Model Config settings for Llama-based architectures

MDK8888 / GPTFast

Accelerate your Hugging Face Transformers 7.6-9x. Native to Hugging Face and PyTorch.

Apache License 2.0

686 stars 65 forks source link

Model Config settings for Llama-based architectures #22

Open jamesoneill12 opened 7 months ago

jamesoneill12 commented 7 months ago

Hi there,

Thanks for creating this repo. I wanted to know what should be for Llama-2-7b-chat-hf if its the below for gpt and opt arhitectures ?

    "gpt": {
        "path_to_blocks": ["transformer", "h"],
        "child_ref_in_parent_forward": ["transformer", "block"],
    },
    "opt": {
        "path_to_blocks": ["model", "decoder", "layers"],
        "child_ref_in_parent_forward": ["model.decoder", "decoder", "decoder_layer"],
    }

I think it's something close to

    "llama": {
        "path_to_blocks": ["model", "layers"],
        "child_ref_in_parent_forward": ["model", "decoder_layer"], 
    }

but running into the following error

File "/GPTFast/Helpers/Class/add_str_as_func.py", line 9, in add_str_as_func func_code = compile(complete_func_str, "", "exec") File "", line 19 input_pos: Optional[torch.Tensor] = None

So the parsing of the code string is somehow getting miscorrectly matched at "decoder_layer". Any help would be appreciated for this to be able to work on the LLama architectures using this code.
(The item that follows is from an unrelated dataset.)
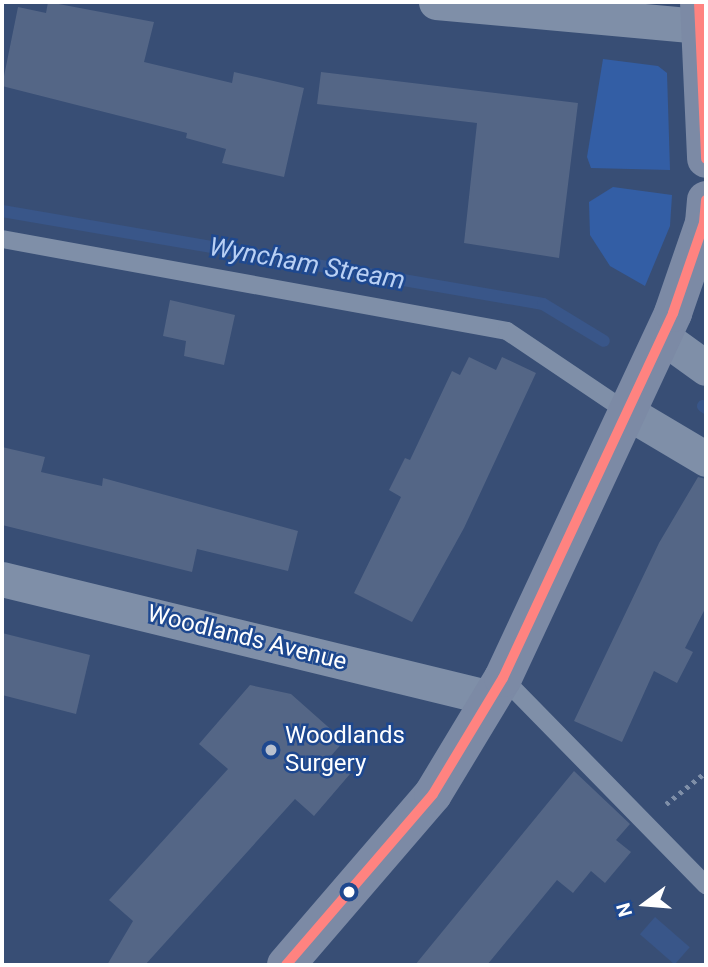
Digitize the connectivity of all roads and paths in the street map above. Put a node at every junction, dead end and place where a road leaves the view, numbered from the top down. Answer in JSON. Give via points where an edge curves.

MDK8888 commented 7 months ago

Hey James, Llama actually already supports static key-value caching natively within transformers. Will put up a fix in the next few days so that models with static key-value caching natively enabled can also integrate into GPTFast.

jamesoneill12 commented 7 months ago

Oh that's awesome! Not completely related, but I've noticed meta-llama/LlamaGuard-7b is super fast out of the box for guardrailing (0.09-0.13 second inference for 100 max new tokens with input token length 400 for a single sample on A100 80GB GPU w/ bfloat16 dtype) but I'm not seeing the same on other Llama architectures such as Llama-2-7b-chat-hf. Do you know if some of the Llama arcs have some inference optimization behind the scenes apart from kv caching ?

MDK8888 commented 7 months ago

Hey, apologies for the late response-that is very interesting indeed! I would have to investigate how LlamaGuard-7b works under the hood to answer :)

jamesoneill12 commented 7 months ago

No problem! That would be great actually, even if it supported in Transformers

MDK8888 commented 6 months ago

Hey James, this week is incredibly busy for me. I will do my best to have a new branch with the fixes up this weekend, if not, early next week.

jamesoneill12 commented 6 months ago

No problem at all, can't wait for the release!

MDK8888 commented 6 months ago

Hey James, I just pushed up my changes on the branch LlamaIntegration. The example for how it works with TinyLlama is under Examples.llama, but I don't have the GPU bandwidth to test on larger models. Let me know if my changes work with the specific Llama model that you had in mind, and I'll fix it asap if not. Thanks once again for pointing this out to me :)

jamesoneill12 commented 6 months ago

Fantastic @MDK8888 !! Can't wait to try this out, I'll let you know if there's anything to report on the larger Llama-based architectures.